Print every record exactly as it appears. Leave the pictures out.

Data entries:
>>

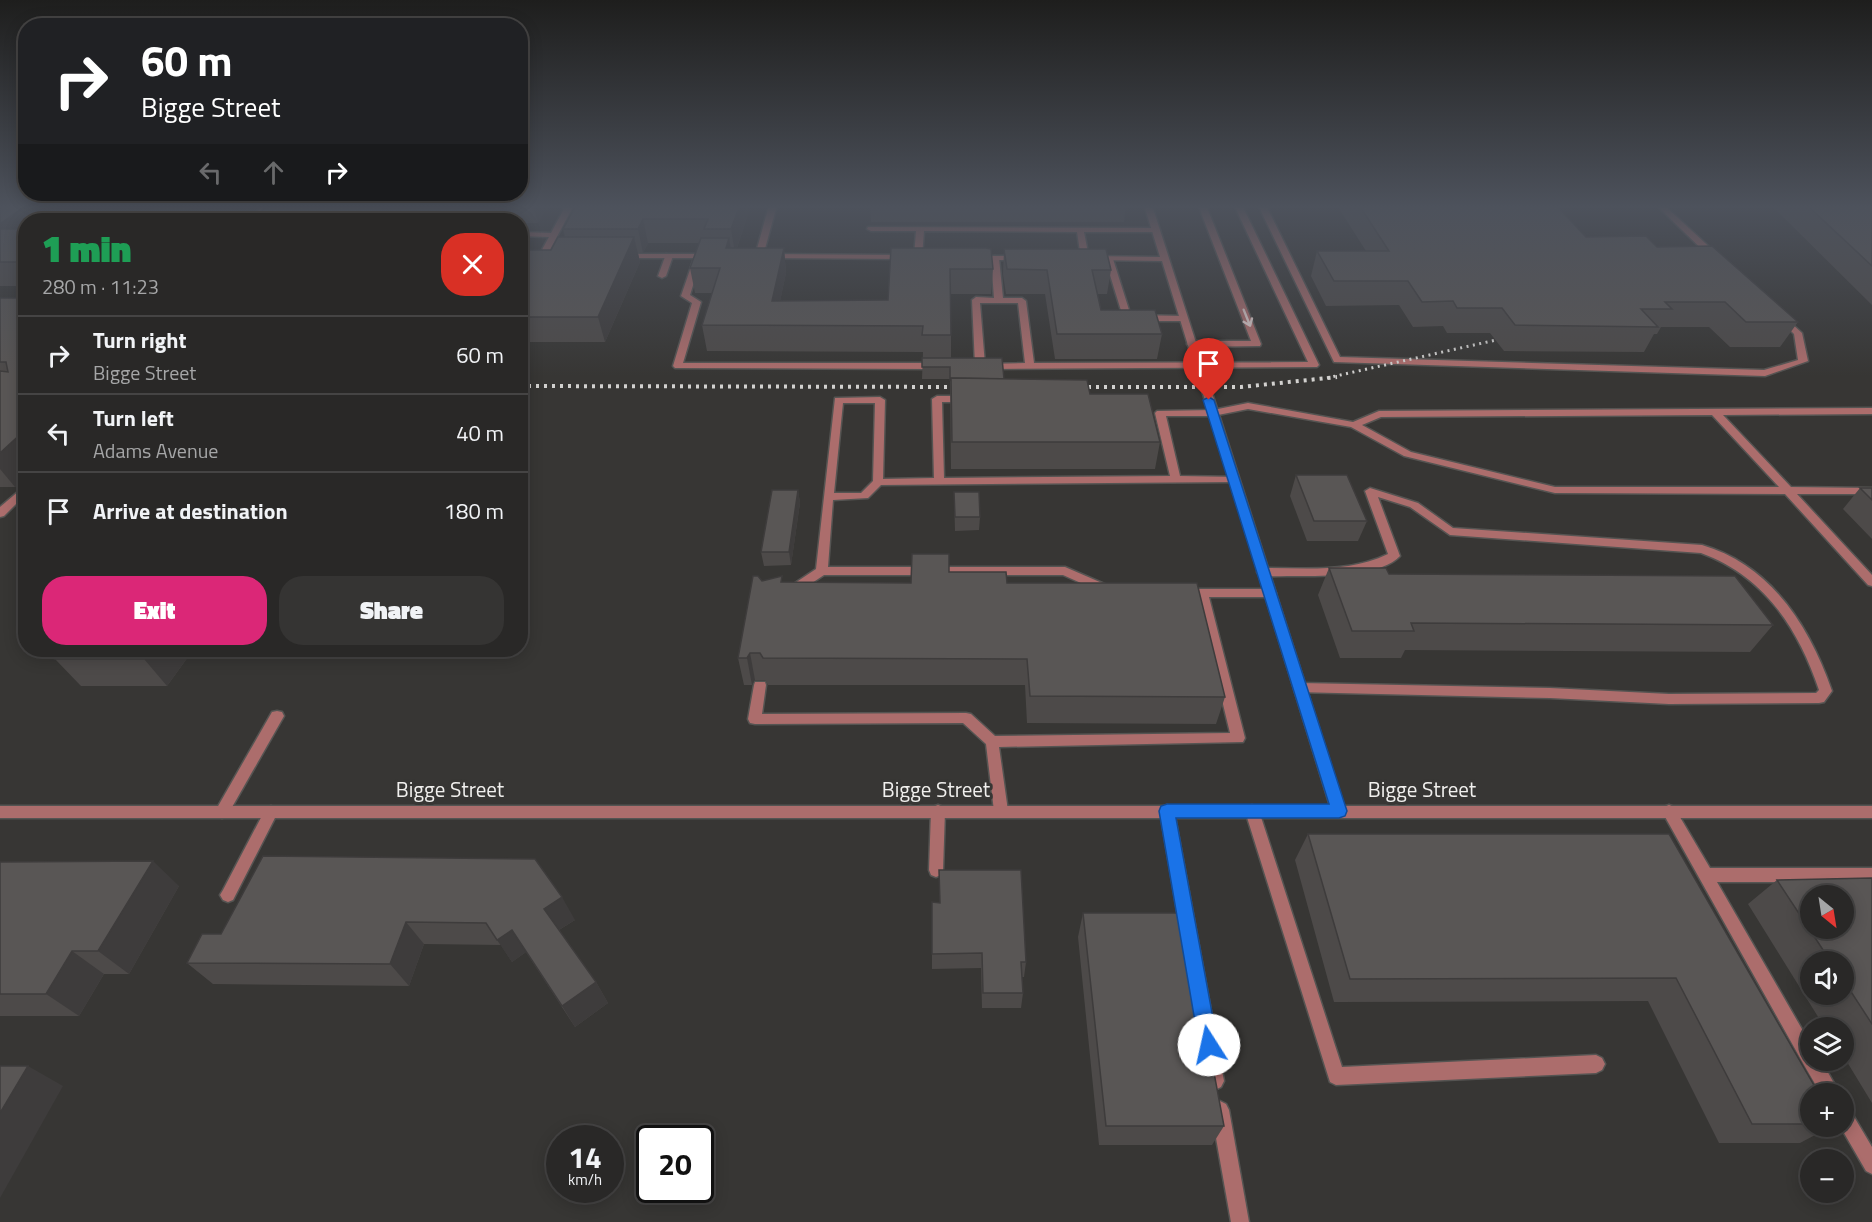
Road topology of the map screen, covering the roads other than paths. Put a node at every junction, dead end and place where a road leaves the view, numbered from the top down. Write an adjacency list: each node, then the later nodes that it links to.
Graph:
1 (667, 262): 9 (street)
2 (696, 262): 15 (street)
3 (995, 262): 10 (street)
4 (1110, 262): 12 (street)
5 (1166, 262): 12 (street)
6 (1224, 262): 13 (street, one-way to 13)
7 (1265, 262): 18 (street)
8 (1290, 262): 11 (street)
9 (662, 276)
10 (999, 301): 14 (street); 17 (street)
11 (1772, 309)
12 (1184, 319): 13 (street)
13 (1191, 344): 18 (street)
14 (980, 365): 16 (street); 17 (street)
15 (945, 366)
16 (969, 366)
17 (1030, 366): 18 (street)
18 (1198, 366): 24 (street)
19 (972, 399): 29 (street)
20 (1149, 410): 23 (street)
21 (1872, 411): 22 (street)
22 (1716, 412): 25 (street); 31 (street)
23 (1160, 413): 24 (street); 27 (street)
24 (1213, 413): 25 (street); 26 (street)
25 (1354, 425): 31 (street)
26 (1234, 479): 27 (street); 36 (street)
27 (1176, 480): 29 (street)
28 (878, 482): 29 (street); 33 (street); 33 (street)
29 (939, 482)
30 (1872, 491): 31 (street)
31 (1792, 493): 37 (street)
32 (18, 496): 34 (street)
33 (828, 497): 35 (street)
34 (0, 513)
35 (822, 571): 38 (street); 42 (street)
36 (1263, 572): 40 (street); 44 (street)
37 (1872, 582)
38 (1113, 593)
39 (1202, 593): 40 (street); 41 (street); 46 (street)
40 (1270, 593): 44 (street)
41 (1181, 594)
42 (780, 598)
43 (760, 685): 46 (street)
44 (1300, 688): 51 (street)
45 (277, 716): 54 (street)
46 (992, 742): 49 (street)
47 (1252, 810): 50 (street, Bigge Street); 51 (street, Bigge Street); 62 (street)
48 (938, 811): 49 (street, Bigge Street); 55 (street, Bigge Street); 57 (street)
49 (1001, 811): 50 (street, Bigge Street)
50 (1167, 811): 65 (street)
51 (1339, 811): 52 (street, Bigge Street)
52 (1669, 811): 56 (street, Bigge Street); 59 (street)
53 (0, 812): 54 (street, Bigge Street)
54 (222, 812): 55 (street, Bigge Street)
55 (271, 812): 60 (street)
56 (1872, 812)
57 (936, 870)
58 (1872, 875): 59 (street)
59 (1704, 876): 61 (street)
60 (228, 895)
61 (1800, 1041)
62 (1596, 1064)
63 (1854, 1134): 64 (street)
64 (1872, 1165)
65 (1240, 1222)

<<

ANSWER BOX
Road topology of the map screen, covering the roads other than paths. Put a node at every junction, dead end and place where a road leaves the view, numbered from the top down. Write an adjacency list: each node, then the later nodes that it links to.
Graph:
1 (667, 262): 9 (street)
2 (696, 262): 15 (street)
3 (995, 262): 10 (street)
4 (1110, 262): 12 (street)
5 (1166, 262): 12 (street)
6 (1224, 262): 13 (street, one-way to 13)
7 (1265, 262): 18 (street)
8 (1290, 262): 11 (street)
9 (662, 276)
10 (999, 301): 14 (street); 17 (street)
11 (1772, 309)
12 (1184, 319): 13 (street)
13 (1191, 344): 18 (street)
14 (980, 365): 16 (street); 17 (street)
15 (945, 366)
16 (969, 366)
17 (1030, 366): 18 (street)
18 (1198, 366): 24 (street)
19 (972, 399): 29 (street)
20 (1149, 410): 23 (street)
21 (1872, 411): 22 (street)
22 (1716, 412): 25 (street); 31 (street)
23 (1160, 413): 24 (street); 27 (street)
24 (1213, 413): 25 (street); 26 (street)
25 (1354, 425): 31 (street)
26 (1234, 479): 27 (street); 36 (street)
27 (1176, 480): 29 (street)
28 (878, 482): 29 (street); 33 (street); 33 (street)
29 (939, 482)
30 (1872, 491): 31 (street)
31 (1792, 493): 37 (street)
32 (18, 496): 34 (street)
33 (828, 497): 35 (street)
34 (0, 513)
35 (822, 571): 38 (street); 42 (street)
36 (1263, 572): 40 (street); 44 (street)
37 (1872, 582)
38 (1113, 593)
39 (1202, 593): 40 (street); 41 (street); 46 (street)
40 (1270, 593): 44 (street)
41 (1181, 594)
42 (780, 598)
43 (760, 685): 46 (street)
44 (1300, 688): 51 (street)
45 (277, 716): 54 (street)
46 (992, 742): 49 (street)
47 (1252, 810): 50 (street, Bigge Street); 51 (street, Bigge Street); 62 (street)
48 (938, 811): 49 (street, Bigge Street); 55 (street, Bigge Street); 57 (street)
49 (1001, 811): 50 (street, Bigge Street)
50 (1167, 811): 65 (street)
51 (1339, 811): 52 (street, Bigge Street)
52 (1669, 811): 56 (street, Bigge Street); 59 (street)
53 (0, 812): 54 (street, Bigge Street)
54 (222, 812): 55 (street, Bigge Street)
55 (271, 812): 60 (street)
56 (1872, 812)
57 (936, 870)
58 (1872, 875): 59 (street)
59 (1704, 876): 61 (street)
60 (228, 895)
61 (1800, 1041)
62 (1596, 1064)
63 (1854, 1134): 64 (street)
64 (1872, 1165)
65 (1240, 1222)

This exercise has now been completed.